…to grow things.
…to knit with a kitten on my lap.
…to wear wool socks.
…to sew a dress.
…to draw my own herbal grimoire.
…to drink wine as the moon rises through the trees.
…to sit around a bonfire in the cold of winter with friends and family, roasting s’mores.
…to read a new book with rain pattering against the windows.
…to watch the original Dark Crystal, and hope the new series doesn’t ruin it all.
…to make every ornament for the tree next month.
…to curl up with my love in a cold, dark house under warm, thick blankets.
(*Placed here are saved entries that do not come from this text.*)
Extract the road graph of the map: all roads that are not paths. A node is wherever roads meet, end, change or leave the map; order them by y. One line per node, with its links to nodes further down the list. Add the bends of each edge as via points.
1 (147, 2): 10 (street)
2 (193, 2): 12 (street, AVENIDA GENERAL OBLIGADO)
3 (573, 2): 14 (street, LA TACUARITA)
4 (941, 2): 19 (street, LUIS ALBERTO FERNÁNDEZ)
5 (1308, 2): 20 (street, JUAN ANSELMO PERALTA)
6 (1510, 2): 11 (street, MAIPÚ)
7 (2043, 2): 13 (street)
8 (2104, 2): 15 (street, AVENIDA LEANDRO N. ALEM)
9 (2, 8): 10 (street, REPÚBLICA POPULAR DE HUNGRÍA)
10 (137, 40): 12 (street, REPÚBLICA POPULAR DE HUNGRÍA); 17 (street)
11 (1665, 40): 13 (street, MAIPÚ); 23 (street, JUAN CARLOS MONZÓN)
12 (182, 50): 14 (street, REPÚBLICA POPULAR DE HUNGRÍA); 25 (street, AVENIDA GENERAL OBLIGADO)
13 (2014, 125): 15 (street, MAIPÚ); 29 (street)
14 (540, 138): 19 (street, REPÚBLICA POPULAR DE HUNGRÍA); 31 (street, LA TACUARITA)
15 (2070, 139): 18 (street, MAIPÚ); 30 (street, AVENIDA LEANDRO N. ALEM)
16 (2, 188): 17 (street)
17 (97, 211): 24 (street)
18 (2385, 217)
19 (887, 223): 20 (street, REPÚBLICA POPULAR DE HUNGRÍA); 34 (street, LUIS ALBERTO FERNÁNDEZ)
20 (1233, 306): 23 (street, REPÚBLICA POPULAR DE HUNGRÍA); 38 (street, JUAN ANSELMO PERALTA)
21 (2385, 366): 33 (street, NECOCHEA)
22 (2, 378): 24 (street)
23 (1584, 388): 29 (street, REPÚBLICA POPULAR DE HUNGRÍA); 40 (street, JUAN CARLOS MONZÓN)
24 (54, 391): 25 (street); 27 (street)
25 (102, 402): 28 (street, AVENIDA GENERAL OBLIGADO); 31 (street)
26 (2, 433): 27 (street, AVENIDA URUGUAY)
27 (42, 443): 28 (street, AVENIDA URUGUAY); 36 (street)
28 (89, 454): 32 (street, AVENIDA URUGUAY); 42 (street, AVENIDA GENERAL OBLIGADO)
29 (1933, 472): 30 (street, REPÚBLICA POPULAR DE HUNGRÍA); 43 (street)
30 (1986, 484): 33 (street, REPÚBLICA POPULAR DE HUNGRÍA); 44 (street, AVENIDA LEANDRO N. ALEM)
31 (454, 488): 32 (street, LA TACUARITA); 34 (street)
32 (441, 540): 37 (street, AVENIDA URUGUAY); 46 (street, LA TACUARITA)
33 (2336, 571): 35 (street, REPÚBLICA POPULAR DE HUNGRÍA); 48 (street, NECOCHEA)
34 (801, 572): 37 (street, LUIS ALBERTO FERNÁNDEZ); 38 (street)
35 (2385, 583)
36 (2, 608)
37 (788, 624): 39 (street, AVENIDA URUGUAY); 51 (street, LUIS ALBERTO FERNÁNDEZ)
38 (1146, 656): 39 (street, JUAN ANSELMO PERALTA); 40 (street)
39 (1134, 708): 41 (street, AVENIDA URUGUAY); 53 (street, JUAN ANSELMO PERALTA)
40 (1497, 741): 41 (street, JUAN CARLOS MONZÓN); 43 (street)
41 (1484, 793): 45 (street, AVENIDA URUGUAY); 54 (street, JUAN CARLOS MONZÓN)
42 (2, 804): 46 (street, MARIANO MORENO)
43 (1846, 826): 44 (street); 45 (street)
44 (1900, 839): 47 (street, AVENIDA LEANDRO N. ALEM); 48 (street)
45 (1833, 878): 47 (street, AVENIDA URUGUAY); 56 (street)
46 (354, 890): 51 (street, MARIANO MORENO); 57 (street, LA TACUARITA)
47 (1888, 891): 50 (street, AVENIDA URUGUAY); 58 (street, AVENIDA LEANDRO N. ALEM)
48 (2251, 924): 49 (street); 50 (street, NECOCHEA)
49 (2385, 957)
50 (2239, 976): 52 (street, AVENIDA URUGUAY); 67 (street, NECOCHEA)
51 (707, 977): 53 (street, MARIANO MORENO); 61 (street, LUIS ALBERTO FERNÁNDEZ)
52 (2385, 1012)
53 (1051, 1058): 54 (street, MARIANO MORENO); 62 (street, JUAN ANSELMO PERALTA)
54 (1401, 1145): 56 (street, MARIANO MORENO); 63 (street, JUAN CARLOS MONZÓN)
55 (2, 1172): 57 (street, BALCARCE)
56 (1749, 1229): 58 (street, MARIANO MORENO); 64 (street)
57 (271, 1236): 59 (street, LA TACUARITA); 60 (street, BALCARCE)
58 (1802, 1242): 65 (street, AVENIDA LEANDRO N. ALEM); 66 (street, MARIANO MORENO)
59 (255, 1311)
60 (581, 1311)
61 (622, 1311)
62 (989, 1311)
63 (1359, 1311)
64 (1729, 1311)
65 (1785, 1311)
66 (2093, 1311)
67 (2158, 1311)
Growing up, I have always re-written stories. Long before I knew what fan fiction was, I would close the book on the last page of a story, and imagine myself into that world. I was a princess, befriending the dragon everyone feared and ultimately saving the kingdom. I was the young girl crossing the American west into a brave new world full of hardship and discovery. I was the space pilot, stranded on the enemy ship and trying to find a way back to the rebellion. Those stories shaped me more than anything else in my life. Through books I have lived thousands of lives. I have saved planets, vanquished villains, found my true love, and found my purpose.
There is nothing I like more than a good book.
I’m one of those people who walks into a used bookstore and feels better just breathing in the smell. I can spend hours and hours just drifting along the stacks. I love to touch them. I love the feel of them in my hands.
If I was ever the last surviving human on earth, I would be happy as long as I had books.
As a child, I was shy, painfully so. It was almost debilitating. Books were my refuge to another world where I was brave and beautiful and had a ton of friends. Where I had a sharp and witty comeback to every taunt, and were bullies always lost. My sister, the gregarious one, was my buffer. I always had a book on me, and social discomfort usually found me retreating to a quiet corner and escaping into another world.
I am so grateful for books, in all their forms and genres. Maybe that is why I have long wished to write my own. I am working on that now. I started my first attempt with winning NaNoWriMo last Year. Now I’m looking ahead to Camp NaNoWriMo in July.
Maybe one day my own story will be among the others on the selves.
I grew up in cities and suburbs. My mother’s idea of camping involves a
top-of-the-line fifth wheel with all the conveniences of home a hotel room without room service. I was raised to play inside, keep my dress clean, and blow out the curl of my hair.
My mother has no idea where she went wrong with me.
I live in a tiny cabin in the mountains. My kids only wear shoes to go outside if they have to go into the chicken coop. Yes, we keep chickens. The driveway down from the main roads is steep enough to give FedEx fits. We can see the Milky Way from the deck of our house because we have no light pollution.
I love the warmth of the sun on my skin.
I love the feel of dirt beneath my feet.
The idea of sitting outside beneath a tree, just for the chance to feel the solidness of the trunk behind my back and the wind in my curls is relaxing.
Actually being able to do it is lovely.
The days we do go down to the city are stressful, and I look forward to the weekend when we can all just settle at home.
Doug and I have been on a search for a home of our own. A place where we can steward the land and the wildlife. Having lived in the country for the last two years, I can safely say I have absolutely no desire to live in the city or a suburb ever again.
Of course, I have no crystal ball to tell me what the future will bring, but here’s hoping.
…there was a very lucky nine year old girl (the one behind her sister) who travelled to distant lands and saw wondrous sights and wondered if she could one day grow up and go back to those distant lands to study the history of these ancient people.
Unfortunately, she was told to turn her attention away from such silly thoughts.
She was told that all that could be found was found.
She was told all that could be known was known.
She was told, it was foolish.
And so, she turned away from these foolish thoughts and silly dreams.
Decades later she watched documentary after documentary showing the new discoveries being made of those ancient people she had longed to study. This made the young woman she had grown up to be very sad, and so she vowed to listen to no one else about how and what to do with her dreams. Eventually, she met a man who felt the same way and encouraged her to follow her dreams, no matter how silly they may seem to others.
She never went back to that distant land, but she is living happily (ever after.)